- _Work required_:
What is needed here is an exact reprint of every record below.

════════

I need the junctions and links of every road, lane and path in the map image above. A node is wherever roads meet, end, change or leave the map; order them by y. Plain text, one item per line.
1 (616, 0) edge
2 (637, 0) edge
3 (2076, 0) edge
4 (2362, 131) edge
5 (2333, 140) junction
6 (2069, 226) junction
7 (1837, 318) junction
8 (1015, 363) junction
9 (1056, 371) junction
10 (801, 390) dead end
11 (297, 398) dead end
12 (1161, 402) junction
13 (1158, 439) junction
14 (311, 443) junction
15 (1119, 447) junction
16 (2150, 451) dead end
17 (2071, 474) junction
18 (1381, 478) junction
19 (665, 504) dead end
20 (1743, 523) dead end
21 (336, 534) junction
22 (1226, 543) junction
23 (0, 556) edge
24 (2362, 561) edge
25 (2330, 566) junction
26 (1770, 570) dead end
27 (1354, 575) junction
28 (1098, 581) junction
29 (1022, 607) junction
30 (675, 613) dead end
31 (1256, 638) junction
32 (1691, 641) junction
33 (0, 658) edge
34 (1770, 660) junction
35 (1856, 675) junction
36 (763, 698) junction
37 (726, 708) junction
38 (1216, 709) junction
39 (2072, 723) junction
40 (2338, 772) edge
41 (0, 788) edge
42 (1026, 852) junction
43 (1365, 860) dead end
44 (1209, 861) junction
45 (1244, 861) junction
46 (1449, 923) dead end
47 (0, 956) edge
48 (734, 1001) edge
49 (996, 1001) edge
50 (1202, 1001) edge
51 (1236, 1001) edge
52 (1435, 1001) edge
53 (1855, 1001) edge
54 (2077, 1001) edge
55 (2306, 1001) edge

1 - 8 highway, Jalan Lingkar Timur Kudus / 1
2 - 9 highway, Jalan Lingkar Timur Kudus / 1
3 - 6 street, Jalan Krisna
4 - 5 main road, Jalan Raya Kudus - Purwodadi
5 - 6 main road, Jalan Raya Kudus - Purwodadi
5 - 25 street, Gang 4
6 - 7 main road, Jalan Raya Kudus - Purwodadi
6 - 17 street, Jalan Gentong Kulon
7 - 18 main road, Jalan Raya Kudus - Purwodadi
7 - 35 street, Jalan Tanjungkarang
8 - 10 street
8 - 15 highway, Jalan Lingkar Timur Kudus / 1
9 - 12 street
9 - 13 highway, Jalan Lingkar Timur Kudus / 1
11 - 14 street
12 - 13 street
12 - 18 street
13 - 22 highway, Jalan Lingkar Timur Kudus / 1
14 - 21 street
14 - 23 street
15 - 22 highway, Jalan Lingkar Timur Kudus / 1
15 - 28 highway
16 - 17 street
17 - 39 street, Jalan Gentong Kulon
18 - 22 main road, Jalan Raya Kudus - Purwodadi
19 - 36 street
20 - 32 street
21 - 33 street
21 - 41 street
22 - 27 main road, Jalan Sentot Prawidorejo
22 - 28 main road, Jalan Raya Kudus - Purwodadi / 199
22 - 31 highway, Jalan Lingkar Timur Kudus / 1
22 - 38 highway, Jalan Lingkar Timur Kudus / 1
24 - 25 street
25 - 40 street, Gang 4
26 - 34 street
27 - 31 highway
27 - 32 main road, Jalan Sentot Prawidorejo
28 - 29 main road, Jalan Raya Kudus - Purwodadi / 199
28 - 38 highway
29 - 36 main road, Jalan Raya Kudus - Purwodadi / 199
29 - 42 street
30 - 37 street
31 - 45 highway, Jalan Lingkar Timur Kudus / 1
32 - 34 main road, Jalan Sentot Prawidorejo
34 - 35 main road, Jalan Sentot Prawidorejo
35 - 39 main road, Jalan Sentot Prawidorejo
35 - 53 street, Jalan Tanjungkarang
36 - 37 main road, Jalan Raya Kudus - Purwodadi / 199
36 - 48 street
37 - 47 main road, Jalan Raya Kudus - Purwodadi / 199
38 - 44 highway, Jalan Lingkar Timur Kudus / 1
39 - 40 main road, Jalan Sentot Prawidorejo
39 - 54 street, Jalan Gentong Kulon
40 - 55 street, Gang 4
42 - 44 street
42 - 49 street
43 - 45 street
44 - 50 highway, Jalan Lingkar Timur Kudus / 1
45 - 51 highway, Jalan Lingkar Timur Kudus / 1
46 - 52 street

════════

- _Solution for this task_:
I need the junctions and links of every road, lane and path in the map image above. A node is wherever roads meet, end, change or leave the map; order them by y. Plain text, one item per line.
1 (616, 0) edge
2 (637, 0) edge
3 (2076, 0) edge
4 (2362, 131) edge
5 (2333, 140) junction
6 (2069, 226) junction
7 (1837, 318) junction
8 (1015, 363) junction
9 (1056, 371) junction
10 (801, 390) dead end
11 (297, 398) dead end
12 (1161, 402) junction
13 (1158, 439) junction
14 (311, 443) junction
15 (1119, 447) junction
16 (2150, 451) dead end
17 (2071, 474) junction
18 (1381, 478) junction
19 (665, 504) dead end
20 (1743, 523) dead end
21 (336, 534) junction
22 (1226, 543) junction
23 (0, 556) edge
24 (2362, 561) edge
25 (2330, 566) junction
26 (1770, 570) dead end
27 (1354, 575) junction
28 (1098, 581) junction
29 (1022, 607) junction
30 (675, 613) dead end
31 (1256, 638) junction
32 (1691, 641) junction
33 (0, 658) edge
34 (1770, 660) junction
35 (1856, 675) junction
36 (763, 698) junction
37 (726, 708) junction
38 (1216, 709) junction
39 (2072, 723) junction
40 (2338, 772) edge
41 (0, 788) edge
42 (1026, 852) junction
43 (1365, 860) dead end
44 (1209, 861) junction
45 (1244, 861) junction
46 (1449, 923) dead end
47 (0, 956) edge
48 (734, 1001) edge
49 (996, 1001) edge
50 (1202, 1001) edge
51 (1236, 1001) edge
52 (1435, 1001) edge
53 (1855, 1001) edge
54 (2077, 1001) edge
55 (2306, 1001) edge

1 - 8 highway, Jalan Lingkar Timur Kudus / 1
2 - 9 highway, Jalan Lingkar Timur Kudus / 1
3 - 6 street, Jalan Krisna
4 - 5 main road, Jalan Raya Kudus - Purwodadi
5 - 6 main road, Jalan Raya Kudus - Purwodadi
5 - 25 street, Gang 4
6 - 7 main road, Jalan Raya Kudus - Purwodadi
6 - 17 street, Jalan Gentong Kulon
7 - 18 main road, Jalan Raya Kudus - Purwodadi
7 - 35 street, Jalan Tanjungkarang
8 - 10 street
8 - 15 highway, Jalan Lingkar Timur Kudus / 1
9 - 12 street
9 - 13 highway, Jalan Lingkar Timur Kudus / 1
11 - 14 street
12 - 13 street
12 - 18 street
13 - 22 highway, Jalan Lingkar Timur Kudus / 1
14 - 21 street
14 - 23 street
15 - 22 highway, Jalan Lingkar Timur Kudus / 1
15 - 28 highway
16 - 17 street
17 - 39 street, Jalan Gentong Kulon
18 - 22 main road, Jalan Raya Kudus - Purwodadi
19 - 36 street
20 - 32 street
21 - 33 street
21 - 41 street
22 - 27 main road, Jalan Sentot Prawidorejo
22 - 28 main road, Jalan Raya Kudus - Purwodadi / 199
22 - 31 highway, Jalan Lingkar Timur Kudus / 1
22 - 38 highway, Jalan Lingkar Timur Kudus / 1
24 - 25 street
25 - 40 street, Gang 4
26 - 34 street
27 - 31 highway
27 - 32 main road, Jalan Sentot Prawidorejo
28 - 29 main road, Jalan Raya Kudus - Purwodadi / 199
28 - 38 highway
29 - 36 main road, Jalan Raya Kudus - Purwodadi / 199
29 - 42 street
30 - 37 street
31 - 45 highway, Jalan Lingkar Timur Kudus / 1
32 - 34 main road, Jalan Sentot Prawidorejo
34 - 35 main road, Jalan Sentot Prawidorejo
35 - 39 main road, Jalan Sentot Prawidorejo
35 - 53 street, Jalan Tanjungkarang
36 - 37 main road, Jalan Raya Kudus - Purwodadi / 199
36 - 48 street
37 - 47 main road, Jalan Raya Kudus - Purwodadi / 199
38 - 44 highway, Jalan Lingkar Timur Kudus / 1
39 - 40 main road, Jalan Sentot Prawidorejo
39 - 54 street, Jalan Gentong Kulon
40 - 55 street, Gang 4
42 - 44 street
42 - 49 street
43 - 45 street
44 - 50 highway, Jalan Lingkar Timur Kudus / 1
45 - 51 highway, Jalan Lingkar Timur Kudus / 1
46 - 52 street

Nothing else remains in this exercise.